A swarm of students came up to the board, ripping off their old flyers and putting up new ones, with florescent colors and large font. The blonde holding the bright pink sheets of paper blinded me. The paper did not have any constructive information on it, much to my injured eyes' dismay. More useless sheets of paper with people trying to sell textbooks for lunch money, and new programs not pertaining to the English department, though it is the English hall. I can honestly say I hate these days. While these students and teachers do not seem to be advertising for anything too important, they still have something to say, whereas, I am sitting on a bench, watching them all pass by without so much as a remark to be made.

There are days when I feel as if I am just spending my time and money sitting on a bench, going from class-to-class, zoning in and out of lectures, walking several miles-worth up and down the pedestrian mall. There are only so many times throughout the week I feel as if I am doing anything which can be, even in the slightest bit, and possibly with the assistance of a microscope, construed as productive. And in those times I wonder: What am I doing here? I know what my goals are, but fighting for them every week seems like more than its worth at times.
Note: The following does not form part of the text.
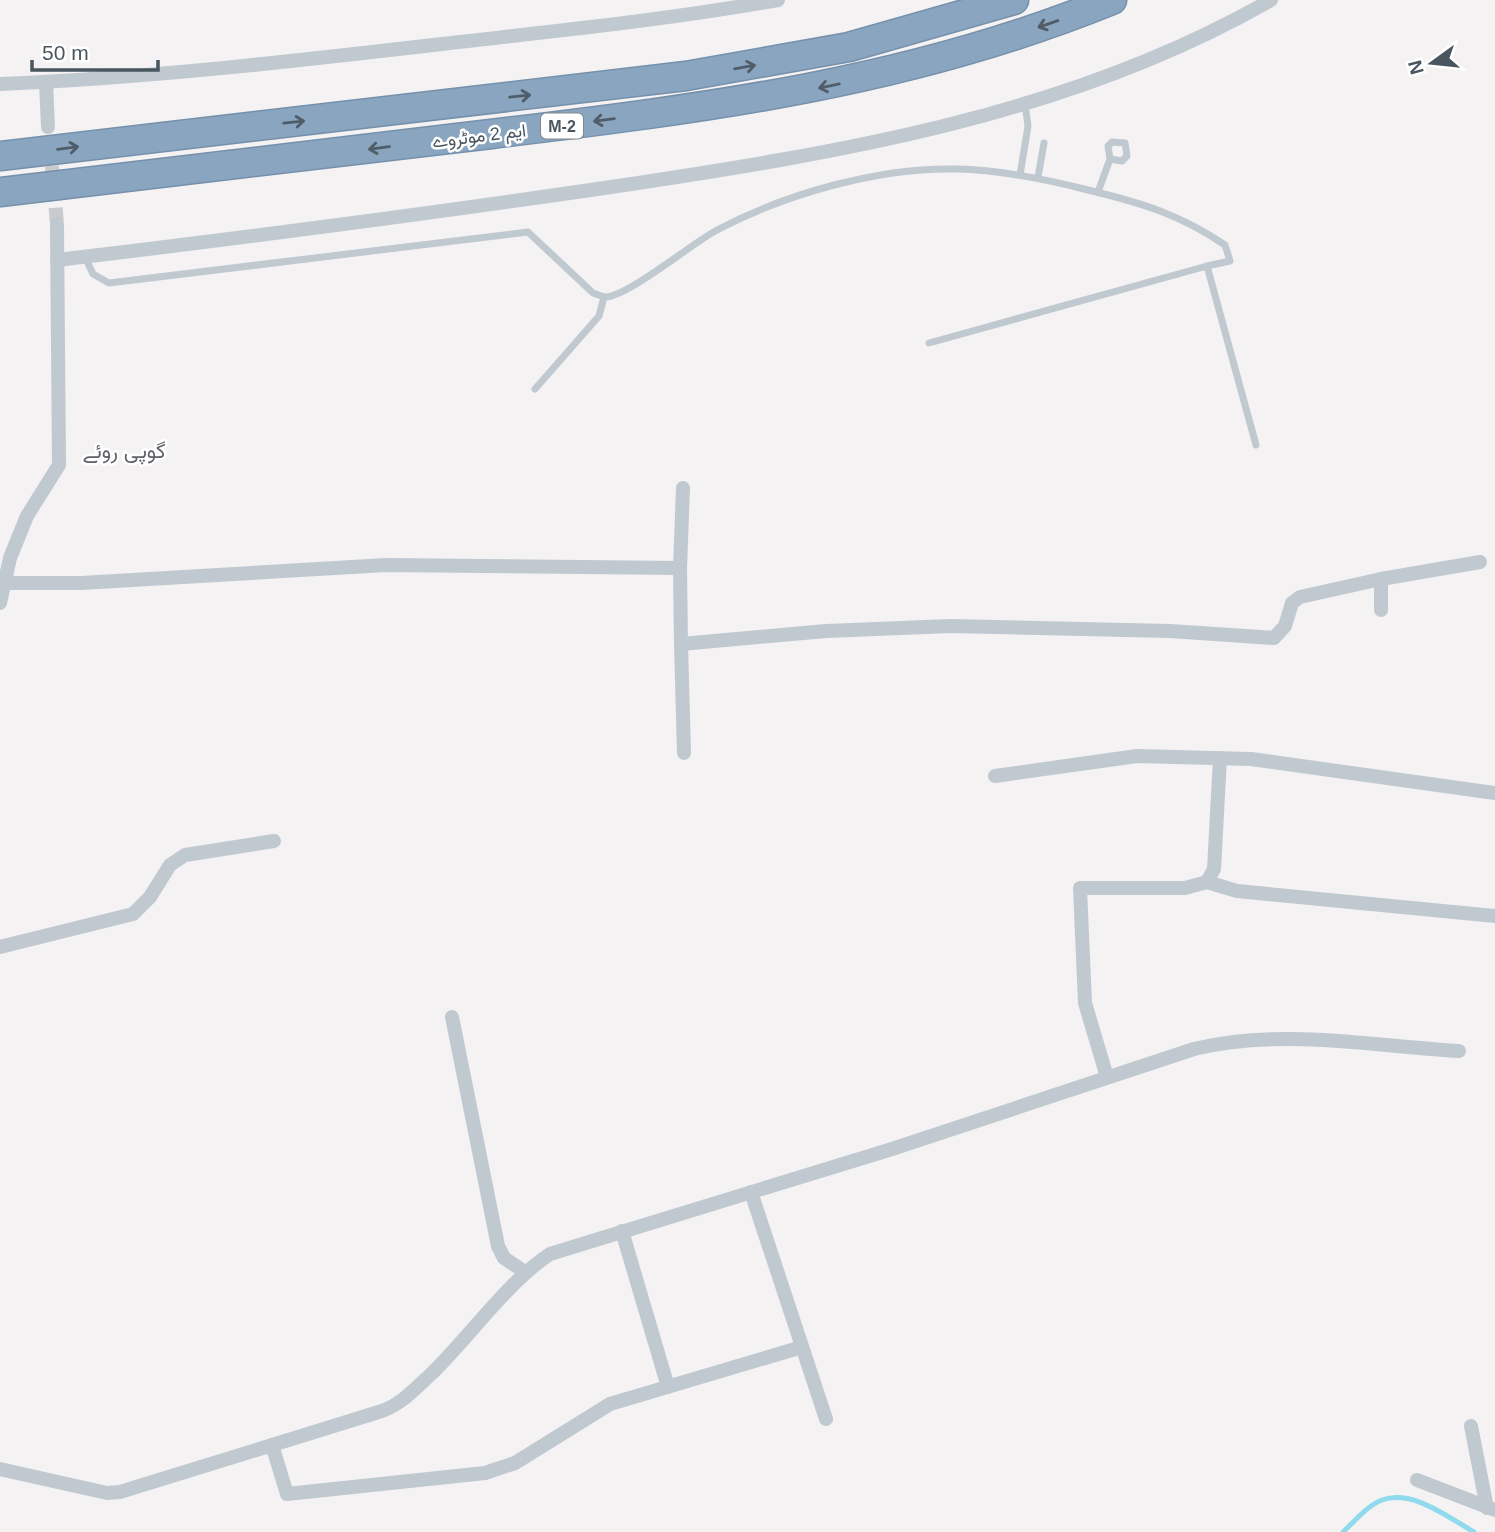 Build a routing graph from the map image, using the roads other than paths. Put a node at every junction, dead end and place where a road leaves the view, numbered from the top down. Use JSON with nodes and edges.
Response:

Maybe I should post a bulletin up one day: "Girl in search of motivation." I have inspiration, I just do not have the will power to use it, like I know I should.

Sunday, November 7, 2010

I and Love and You



The Avett Brothers are best known for their song "I and Love and You." The song itself moves at a slow pace, reflective of the morose tone of its words. The line in the chorus that reads, "Three words that became hard to say: I and love and you," says it all. We live in a world of cynics. Passion is not reflected in our work or in the way we treat the ones we love anymore. Even those who claim they want to change the world or "spread the love" are so cynical about the current shape of things they find it hard to even start anywhere, and simply glide down the sidewalks, head down, just like the rest, with an undeserving sense of self-worth. I do not know if the world truly is as evil as others try to make it look. I find it hard to not find love where I am.

It is love that helps me go to sleep at night with a sense of hope for tomorrow; love that makes me laugh until I cry, and cry until the tears have run dry. It is with love I hug my friends and family. It is with love their arms will hug me back. These people--and even animals, because I cannot fairly exclude the three dogs I have at home who love me unconditionally--would do anything for me, and I for them. I strive to make them proud. My art and my passion for life run off of the power I get from the ones I love. I may be unbearably too positive at times, but without such an annoying trait, I would not be who I am.

How could I ever ignore the love I have in my life, when in every corner there is a new embrace and new face mouthing the same words back to me. And even in a small apartment there is a man who says it with so much care, I would not dare believe it to be a lie. And it is there I am most careful to say it and mean it. Because while some may believe "I love you" to be but empty words, I mean them more than I have meant anything else in my life.